Air vs. Helium HDDs: Is Helium Worth the Price?
Computer Hardware
Summary
- Helium drives offer increased storage capacity due to the less dense gas.
- Helium drives improve speed by reducing drag and allowing precision.
- Helium drives are eco-friendly, reducing heat, friction, wear, and energy use.
While you probably don’t spend much time wondering about the gas that fills mechanical hard drives (or even think about spinning rust drives at all) it turns out that changing air for helium in these drives comes with a few nice perks. With helium drives on the market, what’s the deal?
What’s Wrong With Air?
Having air inside a hard drive seems pretty logical. It’s the same stuff around the drive, and that’s how it’s been from the start with mechanical drives. However, at the scale and speeds drives operate, “thin air” might actually pose more of an obstacle than you’d think.
Air is relatively thick, and the resistance it poses for the moving parts inside a hard drive can have negative consequences in terms of energy use and wear and tear. Moreover, as engineers try to cram more and more storage into the same space, the effects of air turbulence become an issue.
How Does Helium Help?
As mechanical hard drives are pushed more and more to the physical limit, you need small wins wherever you can get them. Swapping air for helium has numerous benefits. Helium is much, much less dense than air. This is why helium-filled balloons float, and why free helium rises to the top of the atmosphere and we constantly lose our limited supply of it to space.
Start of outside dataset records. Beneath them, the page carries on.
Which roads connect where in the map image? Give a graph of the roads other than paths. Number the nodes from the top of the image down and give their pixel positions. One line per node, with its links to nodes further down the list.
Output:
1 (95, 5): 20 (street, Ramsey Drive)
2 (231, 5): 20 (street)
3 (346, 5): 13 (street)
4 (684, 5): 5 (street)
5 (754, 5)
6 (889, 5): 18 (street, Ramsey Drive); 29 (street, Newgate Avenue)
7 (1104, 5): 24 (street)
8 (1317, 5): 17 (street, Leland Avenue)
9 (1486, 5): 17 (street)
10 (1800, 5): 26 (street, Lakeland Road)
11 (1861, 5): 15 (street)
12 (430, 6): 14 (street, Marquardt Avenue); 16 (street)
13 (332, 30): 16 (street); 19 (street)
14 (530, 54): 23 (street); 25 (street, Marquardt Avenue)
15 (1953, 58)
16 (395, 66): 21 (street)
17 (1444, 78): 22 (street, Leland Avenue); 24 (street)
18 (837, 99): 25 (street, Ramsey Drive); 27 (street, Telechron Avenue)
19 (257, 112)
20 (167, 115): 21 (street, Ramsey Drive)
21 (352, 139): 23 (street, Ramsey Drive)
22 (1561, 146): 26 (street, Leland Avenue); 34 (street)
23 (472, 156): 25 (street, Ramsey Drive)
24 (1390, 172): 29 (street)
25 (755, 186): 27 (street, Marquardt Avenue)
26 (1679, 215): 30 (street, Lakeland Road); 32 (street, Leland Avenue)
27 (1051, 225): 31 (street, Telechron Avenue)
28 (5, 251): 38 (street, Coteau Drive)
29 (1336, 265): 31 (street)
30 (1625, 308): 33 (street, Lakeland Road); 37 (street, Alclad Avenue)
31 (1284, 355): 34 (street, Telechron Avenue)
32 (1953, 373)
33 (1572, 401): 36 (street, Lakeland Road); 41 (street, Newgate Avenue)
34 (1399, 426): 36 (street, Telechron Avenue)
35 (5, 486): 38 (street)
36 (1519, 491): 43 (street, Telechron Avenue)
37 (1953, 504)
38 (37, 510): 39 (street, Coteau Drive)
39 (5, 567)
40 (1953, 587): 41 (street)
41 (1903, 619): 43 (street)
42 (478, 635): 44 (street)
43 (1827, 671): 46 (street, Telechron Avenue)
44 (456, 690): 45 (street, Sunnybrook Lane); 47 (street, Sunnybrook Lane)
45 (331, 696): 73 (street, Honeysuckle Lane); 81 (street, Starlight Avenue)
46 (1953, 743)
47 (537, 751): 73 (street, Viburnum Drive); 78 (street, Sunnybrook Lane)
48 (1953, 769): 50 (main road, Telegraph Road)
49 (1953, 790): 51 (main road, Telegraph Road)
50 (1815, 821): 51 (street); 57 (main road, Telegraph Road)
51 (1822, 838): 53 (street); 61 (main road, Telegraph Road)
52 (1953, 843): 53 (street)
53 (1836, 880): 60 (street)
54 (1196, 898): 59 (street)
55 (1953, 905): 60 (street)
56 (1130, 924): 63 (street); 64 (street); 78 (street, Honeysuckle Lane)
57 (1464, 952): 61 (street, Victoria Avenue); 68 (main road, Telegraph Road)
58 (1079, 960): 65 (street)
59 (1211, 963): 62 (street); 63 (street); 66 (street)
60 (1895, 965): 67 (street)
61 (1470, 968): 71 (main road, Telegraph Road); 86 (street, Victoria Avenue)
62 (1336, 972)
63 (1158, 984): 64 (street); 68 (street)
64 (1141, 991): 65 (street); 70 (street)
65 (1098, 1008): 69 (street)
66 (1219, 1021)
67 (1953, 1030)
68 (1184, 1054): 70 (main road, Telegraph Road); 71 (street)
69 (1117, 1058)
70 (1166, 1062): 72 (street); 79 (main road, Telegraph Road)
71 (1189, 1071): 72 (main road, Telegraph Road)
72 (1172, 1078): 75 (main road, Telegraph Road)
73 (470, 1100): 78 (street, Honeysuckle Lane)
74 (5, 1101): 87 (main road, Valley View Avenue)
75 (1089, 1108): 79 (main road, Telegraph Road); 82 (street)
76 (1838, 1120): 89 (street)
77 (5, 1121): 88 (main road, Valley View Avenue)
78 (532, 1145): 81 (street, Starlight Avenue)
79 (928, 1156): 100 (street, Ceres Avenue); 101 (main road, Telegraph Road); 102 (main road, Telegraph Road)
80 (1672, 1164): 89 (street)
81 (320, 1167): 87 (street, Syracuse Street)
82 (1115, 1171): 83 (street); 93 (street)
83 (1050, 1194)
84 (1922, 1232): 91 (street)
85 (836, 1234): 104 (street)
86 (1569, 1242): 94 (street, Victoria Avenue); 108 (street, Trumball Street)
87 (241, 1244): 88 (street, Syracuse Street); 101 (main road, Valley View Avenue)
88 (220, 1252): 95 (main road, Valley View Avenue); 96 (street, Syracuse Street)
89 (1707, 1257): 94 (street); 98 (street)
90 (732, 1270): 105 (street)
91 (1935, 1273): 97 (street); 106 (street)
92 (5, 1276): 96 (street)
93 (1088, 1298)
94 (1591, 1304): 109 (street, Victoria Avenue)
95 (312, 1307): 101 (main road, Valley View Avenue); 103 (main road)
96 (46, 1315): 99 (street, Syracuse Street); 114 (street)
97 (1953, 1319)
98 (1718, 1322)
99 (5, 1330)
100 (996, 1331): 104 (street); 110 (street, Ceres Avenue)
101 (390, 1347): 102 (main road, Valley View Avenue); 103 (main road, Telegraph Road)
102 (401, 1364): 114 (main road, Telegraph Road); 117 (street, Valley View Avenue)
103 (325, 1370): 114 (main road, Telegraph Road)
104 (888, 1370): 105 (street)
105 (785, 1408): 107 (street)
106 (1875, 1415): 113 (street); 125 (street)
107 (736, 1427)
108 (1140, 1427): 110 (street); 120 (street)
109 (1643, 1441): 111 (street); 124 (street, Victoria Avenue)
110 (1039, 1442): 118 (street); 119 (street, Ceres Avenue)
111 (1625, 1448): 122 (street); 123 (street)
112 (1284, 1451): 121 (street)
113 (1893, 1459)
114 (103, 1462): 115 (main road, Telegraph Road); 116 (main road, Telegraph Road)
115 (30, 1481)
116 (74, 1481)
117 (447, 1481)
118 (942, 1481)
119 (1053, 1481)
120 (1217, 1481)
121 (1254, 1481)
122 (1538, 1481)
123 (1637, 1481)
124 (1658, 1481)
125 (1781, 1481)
This low density reduces the issues that air causes in hard drives significantly, leading to drives that are better in almost every way.
Helium Drives Can Fit More Stuff
Helium-filled hard drives let you fit more platters (by making them thinner thanks to the less dense gas), which means more total storage in the same space an air-filled drive uses. This is particularly important for data centers, servers, and other uses where more physical space costs money. If you could increase your storage by half just by swapping out existing drives without needing to buy more server room capacity, that’s a big win.
Helium Drive Can Go Faster
With less drag, you can spin platters faster, and the read/write heads can move more freely and precisely. It’s not going to turn a mechanical drive into an SSD, but any speed boost is welcome given how relatively slow mechanical drives are. Whether you know it or not, you rely on mechanical drives in data centers every day when you acces data on the web, so it really does benefit everyone. That said, most helium drives aren’t actually designed for speed, but instead reliability and efficiency.
Helium Means Cooler, Energy-Efficient Drives
Less friction, less wear, less heat, and ultimately less electricity are all major reasons big server operations may opt to switch to helium drives. Drives that are more ecofriendly add up in a big way when you’re using thousands of them! Data centers are already facing numerous energy challenges, so tackling this issue on multiple fronts makes a ton of sense.
Keeping the Helium In Is a Challenge
One of the biggest hurdles with helium drives is preventing the gas from escaping. Helium is a tiny molecule that can easily leak through seals if they aren’t perfectly designed. Manufacturers use specialized hermetic seals to trap helium inside the drive, but these seals add to the complexity and cost of production. Over time, even with advanced sealing techniques, there’s still a small risk of helium leakage, which can degrade the drive’s performance.
Helium itself is a scarce commodity, and every day that passes there’s less of it. So helium drives also have to contend with the ethics of using this gas, which is also needed for medical devices and other high-priority applications. Drive-makers do make use of recycled helium to combat this issue.
You Don’t Need a Helium HDD at Home
While there’s a clear benefit to using helium instead of air in a mechanical hard drive, those benefits are largely worth the extra cost in data centers, where the hardware will pay for itself quickly. While you can buy helium hard drives on sites like Amazon, there’s no particular reason for a normal desktop user to bother.
It’s easier to simply buy two regular hard drives if you need more space, and if you want speed, use an SSD instead. Even cheap SATA SSDs are much faster than any mechanical hard drive. It’s a very cool (ha!) development for mechanical hard drives, but technologies like HAMR are much more relevant to people like you and me.